All that is needed is every line of the listing below that has "Grey".

-------- Source records

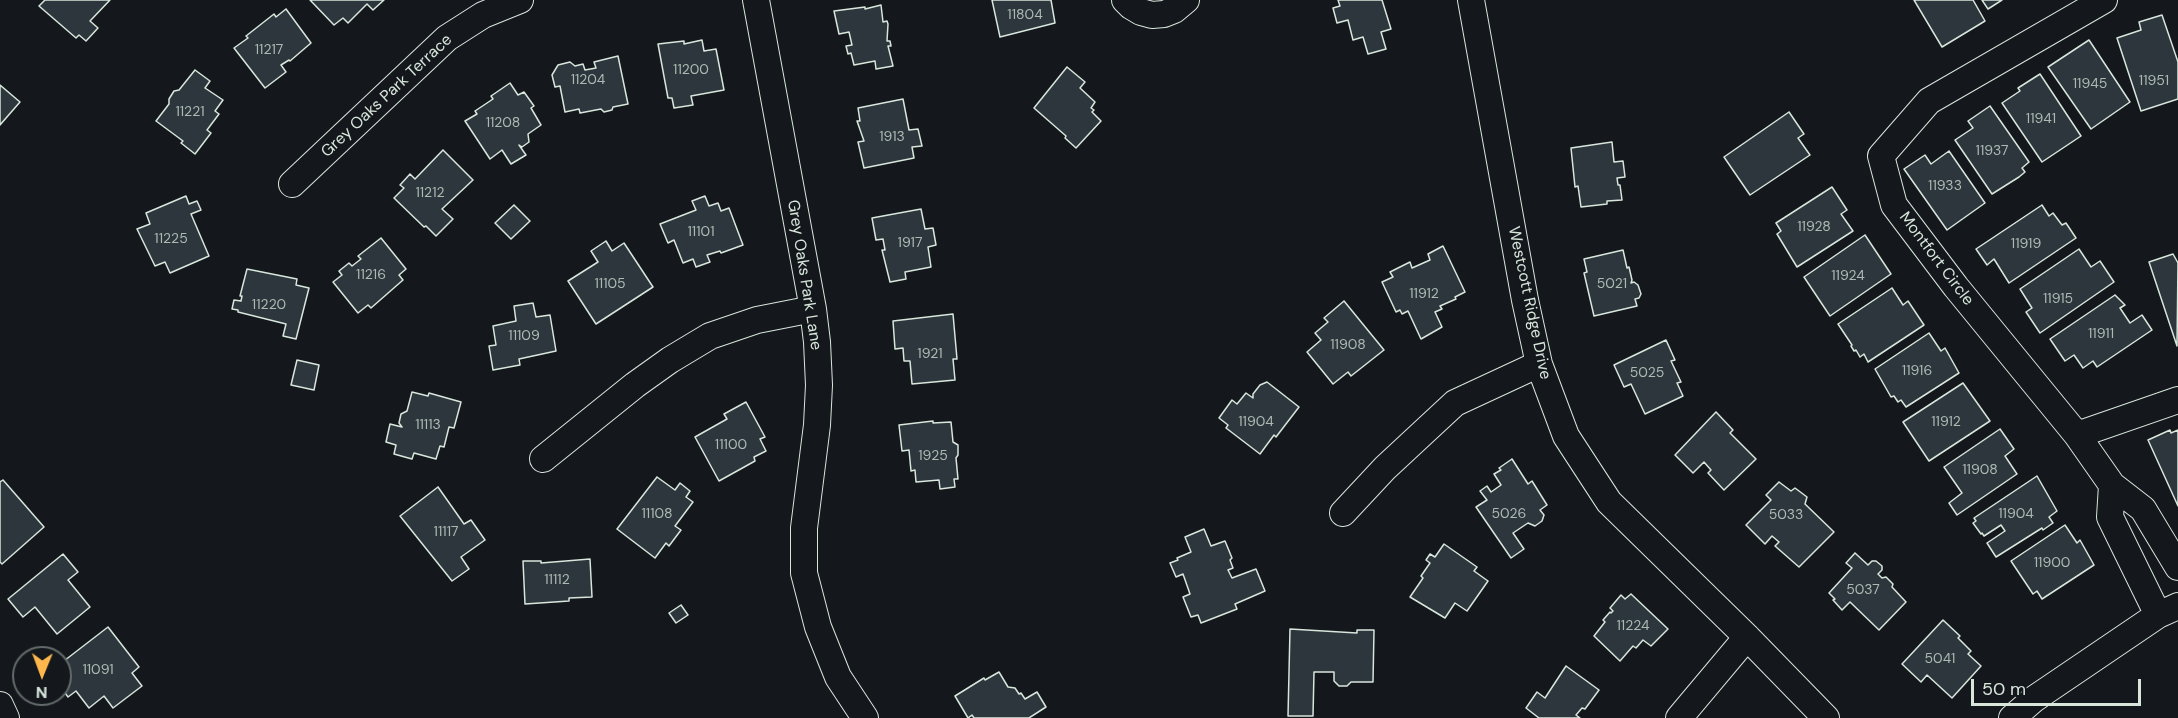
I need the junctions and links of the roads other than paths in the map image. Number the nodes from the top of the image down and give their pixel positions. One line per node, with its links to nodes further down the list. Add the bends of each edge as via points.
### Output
1 (520, 0): 7 (street, Grey Oaks Park Terrace, via 483,15 447,38)
2 (756, 0): 8 (street, Grey Oaks Park Lane)
3 (1125, 0): 4 (street, via 1152,15 1174,10)
4 (1186, 0)
5 (1471, 0): 9 (street, Westcott Ridge Drive)
6 (2104, 0): 11 (street, Montfort Circle, via 1929,101 1881,156 1894,205)
7 (292, 184)
8 (813, 309): 12 (street, via 757,320 710,336 635,385); 20 (street, Grey Oaks Park Lane, via 819,385 804,528 804,573 818,627 838,677)
9 (1539, 364): 14 (street, via 1455,403); 17 (street, Westcott Ridge Drive, via 1566,436 1609,502)
10 (2178, 400): 11 (street)
11 (2077, 435): 13 (street, Montfort Circle)
12 (543, 459)
13 (2112, 485): 15 (street, Montfort Circle, via 2143,509); 16 (street, via 2110,518)
14 (1343, 513)
15 (2178, 567)
16 (2168, 610): 23 (street, via 2034,699)
17 (1747, 637): 21 (street); 22 (street, Westcott Ridge Drive)
18 (0, 705): 19 (street)
19 (6, 718)
20 (865, 718)
21 (1678, 718)
22 (1826, 718)
23 (2012, 718)

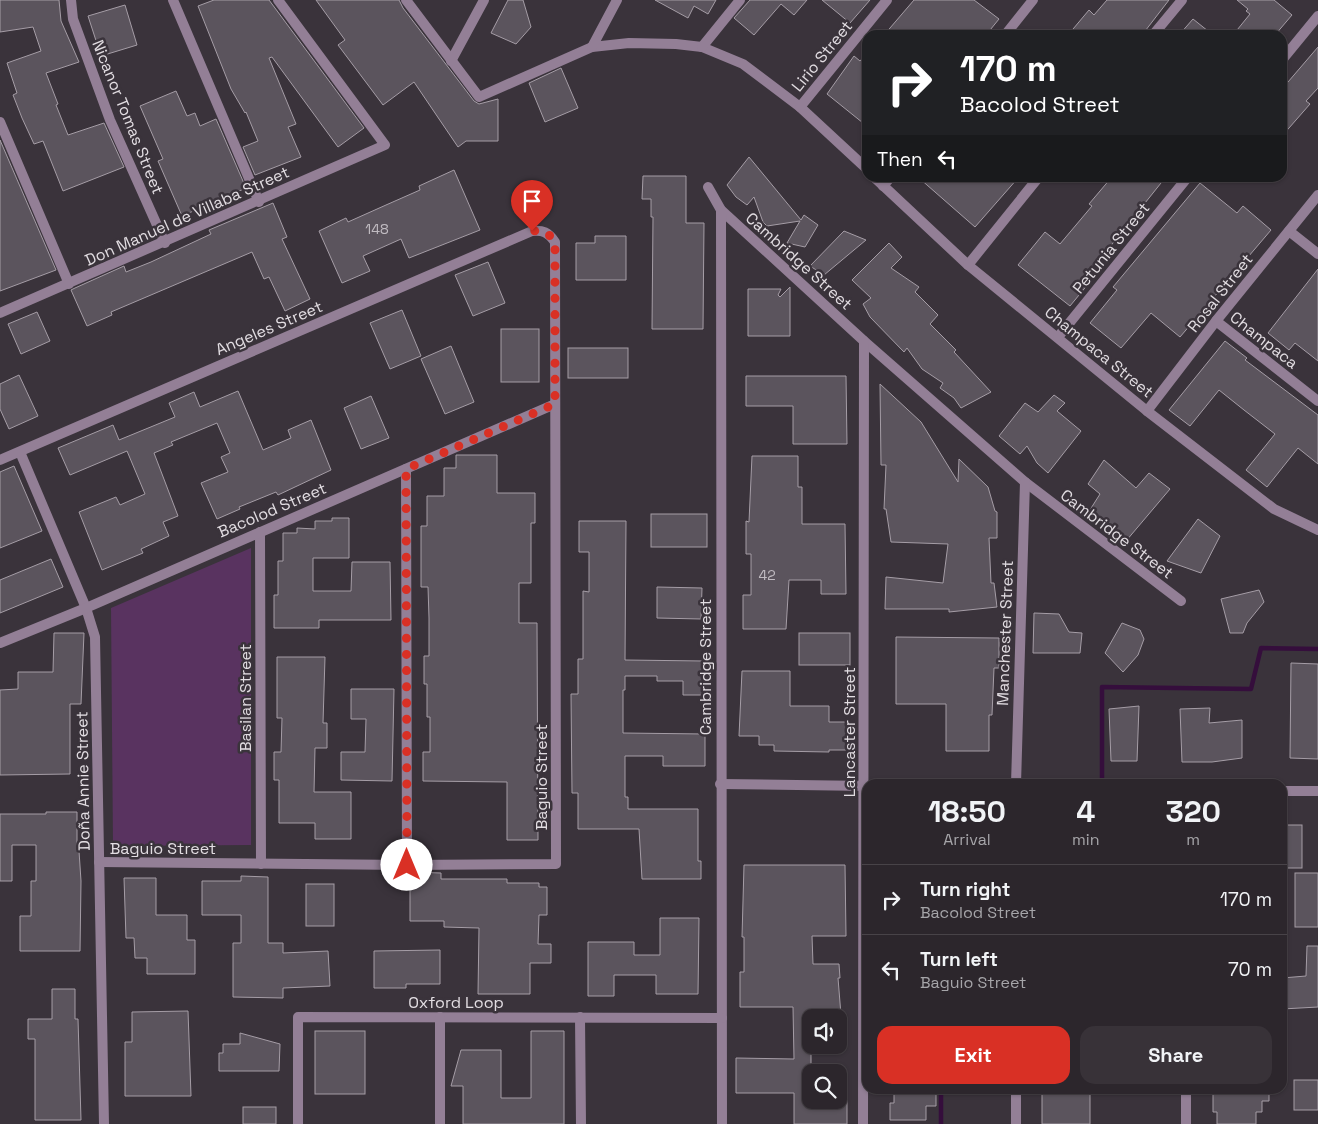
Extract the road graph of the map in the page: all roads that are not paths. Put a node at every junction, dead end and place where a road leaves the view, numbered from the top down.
1 (71, 0) edge
2 (173, 0) edge
3 (278, 0) edge
4 (406, 0) edge
5 (484, 0) edge
6 (617, 0) edge
7 (740, 0) edge
8 (887, 0) edge
9 (1034, 0) edge
10 (1182, 0) edge
11 (1318, 16) edge
12 (863, 30) edge
13 (1009, 30) edge
14 (1157, 30) edge
15 (862, 31) edge
16 (592, 47) junction
17 (702, 47) junction
18 (1287, 54) edge
19 (451, 61) junction
20 (800, 107) junction
21 (0, 122) edge
22 (862, 164) edge
23 (887, 182) edge
24 (1035, 182) edge
25 (1184, 182) edge
26 (708, 187) dead end
27 (1318, 195) edge
28 (259, 202) junction
29 (721, 210) junction
30 (1289, 231) junction
31 (550, 235) joint
32 (165, 243) junction
33 (1318, 254) edge
34 (968, 265) junction
35 (69, 284) junction
36 (0, 313) edge
37 (1216, 321) junction
38 (1058, 338) junction
39 (864, 341) junction
40 (1318, 401) edge
41 (555, 404) junction
42 (1147, 411) junction
43 (20, 452) junction
44 (0, 460) edge
45 (406, 469) junction
46 (1025, 482) junction
47 (1318, 530) edge
48 (260, 532) junction
49 (1181, 601) dead end
50 (86, 608) junction
51 (0, 643) edge
52 (866, 779) edge
53 (1016, 779) edge
54 (720, 784) junction
55 (862, 786) edge
56 (1287, 791) edge
57 (1318, 792) edge
58 (99, 862) junction
59 (261, 864) junction
60 (407, 865) junction
61 (440, 1018) junction
62 (580, 1018) junction
63 (722, 1018) junction
64 (863, 1094) edge
65 (1016, 1094) edge
66 (1186, 1094) edge
67 (104, 1124) edge
68 (298, 1124) edge
69 (440, 1124) edge
70 (581, 1124) edge
71 (722, 1124) edge
72 (863, 1124) edge
73 (1016, 1124) edge
74 (1186, 1124) edge

1 - 32 street, Nicanor Tomas Street
2 - 28 street
3 - 28 street, Don Manuel de Villaba Street
4 - 19 street
5 - 19 street
6 - 16 street
7 - 17 street
8 - 12 street, Lirio Street
9 - 13 street
10 - 14 street
11 - 18 street
15 - 20 street, Lirio Street
16 - 17 street
16 - 19 street
17 - 20 street
20 - 22 street
21 - 35 street
23 - 34 street, Champaca Street
24 - 34 street
25 - 38 street, Petunia Street
26 - 29 street, Cambridge Street
27 - 30 street, Rosal Street
28 - 32 street, Don Manuel de Villaba Street
29 - 39 street, Cambridge Street
29 - 54 street, Cambridge Street
30 - 33 street
30 - 37 street, Rosal Street
31 - 41 street, Baguio Street
31 - 43 street, Angeles Street
32 - 35 street, Don Manuel de Villaba Street
34 - 38 street, Champaca Street
35 - 36 street, Don Manuel de Villaba Street
37 - 40 street, Champaca
37 - 42 street, Rosal Street
38 - 42 street, Champaca Street
39 - 46 street, Cambridge Street
39 - 52 street, Lancaster Street
41 - 45 street, Bacolod Street
41 - 60 street, Baguio Street
42 - 47 street, Champaca Street
43 - 44 street, Angeles Street
43 - 50 street, Doña Annie Street
45 - 48 street, Bacolod Street
45 - 60 street
46 - 49 street, Cambridge Street
46 - 53 street, Manchester Street
48 - 50 street, Bacolod Street
48 - 59 street, Basilan Street
50 - 51 street, Bacolod Street
50 - 58 street, Doña Annie Street
54 - 55 street
54 - 63 street, Cambridge Street
56 - 57 street
58 - 59 street, Baguio Street
58 - 67 street, Doña Annie Street
59 - 60 street, Baguio Street
61 - 62 street, Oxford Loop
61 - 68 street, Oxford Loop
61 - 69 street
62 - 63 street, Oxford Loop
62 - 70 street
63 - 71 street, Cambridge Street
64 - 72 street, Lancaster Street
65 - 73 street
66 - 74 street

----------------

> **Response to the exercise**:
1 (520, 0): 7 (street, Grey Oaks Park Terrace, via 483,15 447,38)
2 (756, 0): 8 (street, Grey Oaks Park Lane)
8 (813, 309): 12 (street, via 757,320 710,336 635,385); 20 (street, Grey Oaks Park Lane, via 819,385 804,528 804,573 818,627 838,677)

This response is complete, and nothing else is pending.